WHAT YOU SHOULD DO. In the entries that follow, find each line with the word "name" and copy it.
(Beginning of THE INPUT)
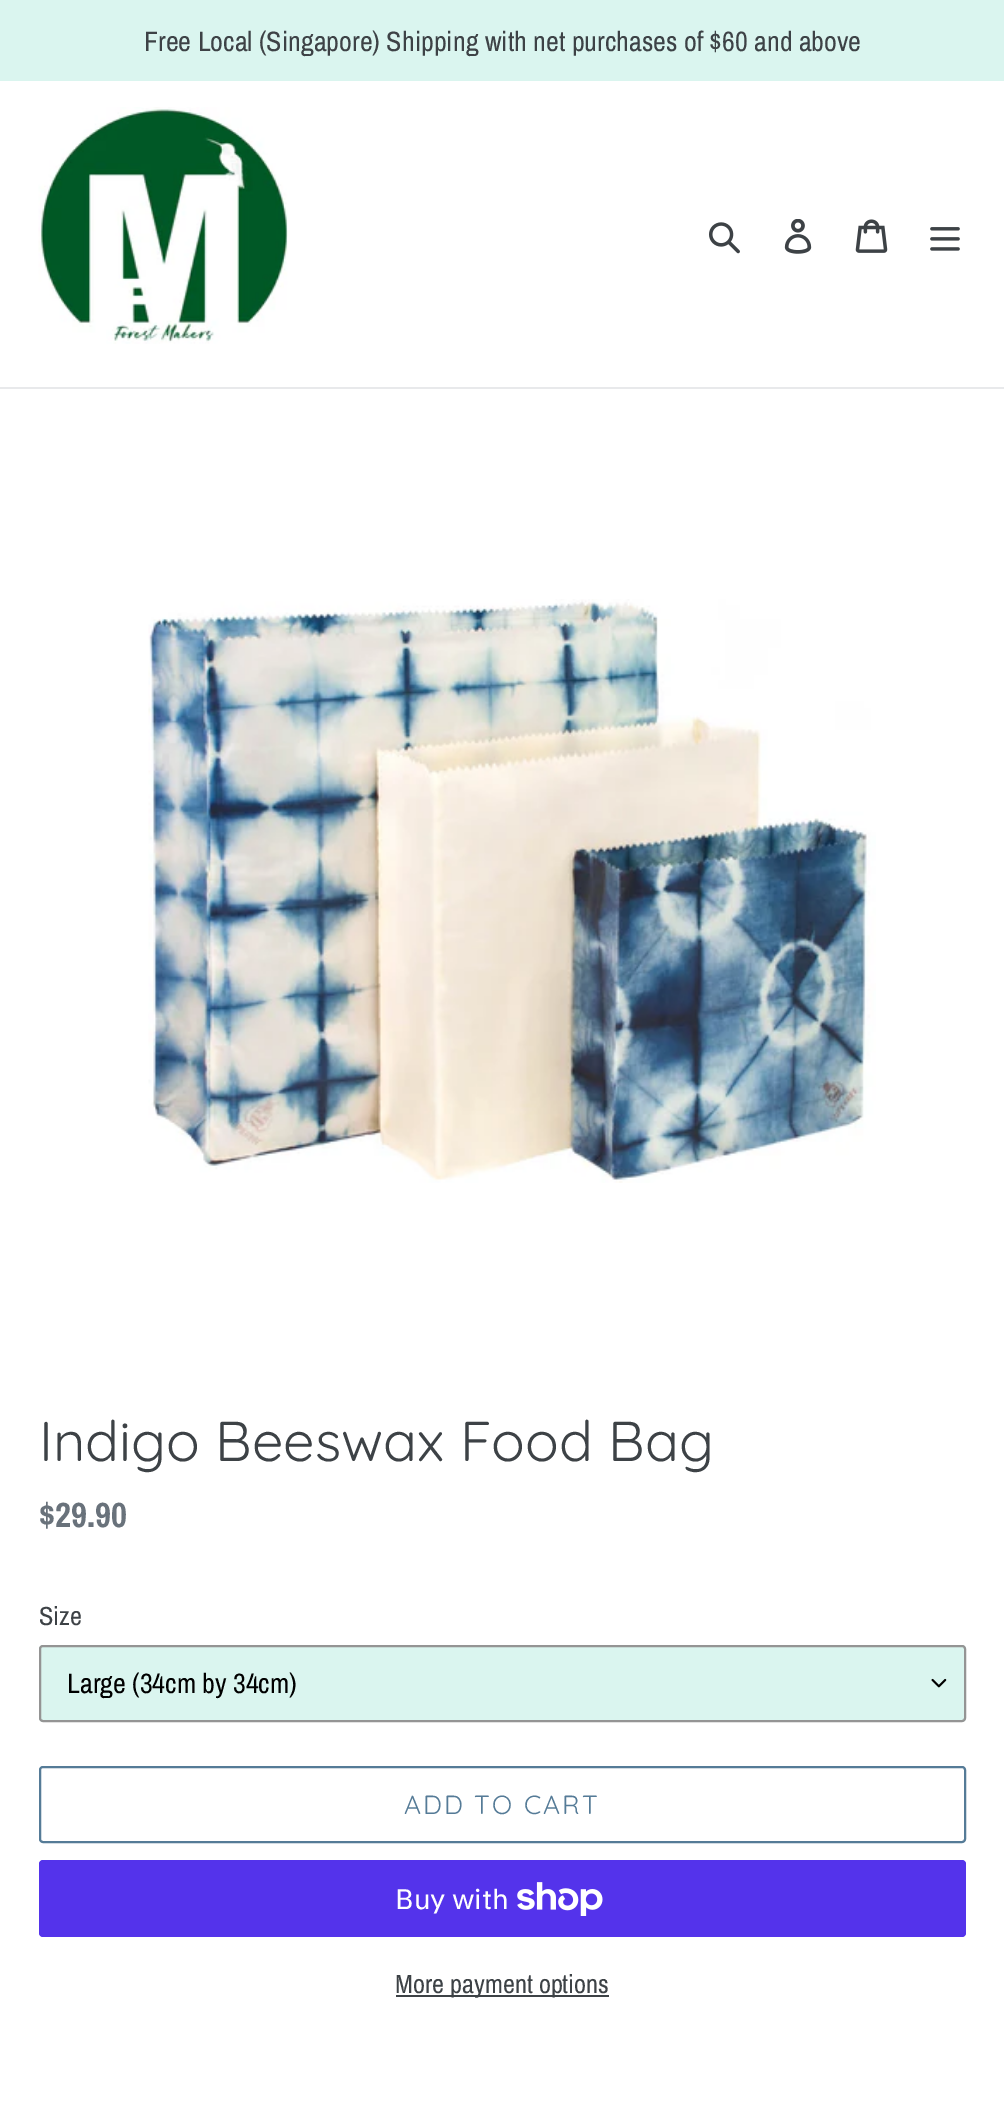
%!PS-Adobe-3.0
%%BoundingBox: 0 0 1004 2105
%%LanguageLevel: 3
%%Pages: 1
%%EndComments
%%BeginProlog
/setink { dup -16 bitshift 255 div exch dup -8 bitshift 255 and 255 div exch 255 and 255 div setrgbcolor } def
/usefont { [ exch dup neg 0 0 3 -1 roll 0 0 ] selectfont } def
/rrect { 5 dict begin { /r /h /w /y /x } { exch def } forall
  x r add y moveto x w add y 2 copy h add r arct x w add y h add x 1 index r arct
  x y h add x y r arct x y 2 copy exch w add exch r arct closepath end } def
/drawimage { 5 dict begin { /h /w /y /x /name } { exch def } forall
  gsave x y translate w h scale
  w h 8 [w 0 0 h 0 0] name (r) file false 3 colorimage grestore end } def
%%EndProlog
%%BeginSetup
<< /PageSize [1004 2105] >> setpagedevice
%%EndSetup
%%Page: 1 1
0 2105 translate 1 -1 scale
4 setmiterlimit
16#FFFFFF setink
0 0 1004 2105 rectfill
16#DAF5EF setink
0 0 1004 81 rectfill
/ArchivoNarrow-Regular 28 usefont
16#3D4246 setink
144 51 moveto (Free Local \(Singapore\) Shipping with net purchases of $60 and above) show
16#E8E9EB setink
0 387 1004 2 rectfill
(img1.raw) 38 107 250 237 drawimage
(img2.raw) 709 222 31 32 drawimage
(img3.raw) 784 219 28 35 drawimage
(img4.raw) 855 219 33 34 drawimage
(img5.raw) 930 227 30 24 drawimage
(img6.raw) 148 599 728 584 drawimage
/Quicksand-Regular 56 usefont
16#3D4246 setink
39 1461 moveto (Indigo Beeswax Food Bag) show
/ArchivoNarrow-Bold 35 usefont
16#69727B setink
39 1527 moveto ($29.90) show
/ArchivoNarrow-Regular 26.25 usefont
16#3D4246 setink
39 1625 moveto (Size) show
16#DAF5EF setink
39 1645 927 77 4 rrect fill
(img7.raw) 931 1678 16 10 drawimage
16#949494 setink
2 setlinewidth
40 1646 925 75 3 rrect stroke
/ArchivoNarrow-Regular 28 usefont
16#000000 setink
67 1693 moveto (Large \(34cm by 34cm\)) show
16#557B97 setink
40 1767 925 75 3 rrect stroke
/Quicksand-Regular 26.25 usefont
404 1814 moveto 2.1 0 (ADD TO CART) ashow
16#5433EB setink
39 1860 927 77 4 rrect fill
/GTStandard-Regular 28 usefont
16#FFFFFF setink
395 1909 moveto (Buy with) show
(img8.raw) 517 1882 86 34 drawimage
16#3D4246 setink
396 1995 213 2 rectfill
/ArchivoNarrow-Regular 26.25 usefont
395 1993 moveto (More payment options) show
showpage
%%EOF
(End of THE INPUT)
SOLUTION FOR THIS PROBLEM.
/drawimage { 5 dict begin { /h /w /y /x /name } { exch def } forall
  w h 8 [w 0 0 h 0 0] name (r) file false 3 colorimage grestore end } def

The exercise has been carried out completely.